◆ ASSIGNMENT: Once you find the line with "middle tip: (181, 68)", transcribe it and all the lines that follow to the end of the data, exactly as written; skip any pictures.

[DATA FOR ANALYSIS — start]

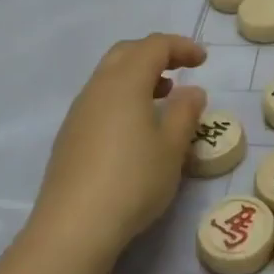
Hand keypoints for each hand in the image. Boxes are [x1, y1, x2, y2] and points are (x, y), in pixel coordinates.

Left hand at [30, 34, 207, 264]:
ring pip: (110, 75)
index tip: (203, 60)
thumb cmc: (132, 181)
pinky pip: (100, 99)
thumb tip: (192, 90)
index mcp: (125, 82)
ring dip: (137, 75)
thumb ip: (185, 113)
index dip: (181, 47)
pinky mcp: (69, 136)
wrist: (73, 227)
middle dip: (156, 53)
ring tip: (163, 96)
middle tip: (181, 68)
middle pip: (127, 52)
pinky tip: (135, 126)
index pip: (154, 46)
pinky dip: (122, 96)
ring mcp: (79, 112)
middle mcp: (98, 88)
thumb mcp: (172, 148)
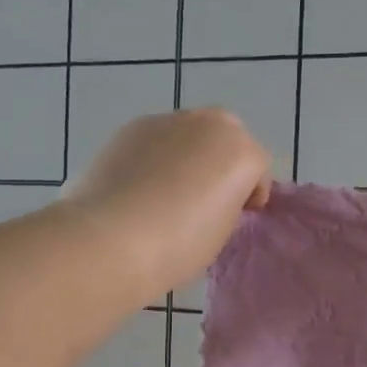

[DATA FOR ANALYSIS — finish]

◆ RESPONSE TO THE EXERCISE:
middle tip: (181, 68)
middle pip: (127, 52)
pinky tip: (135, 126)
index pip: (154, 46)
pinky dip: (122, 96)
ring mcp: (79, 112)
middle mcp: (98, 88)
thumb mcp: (172, 148)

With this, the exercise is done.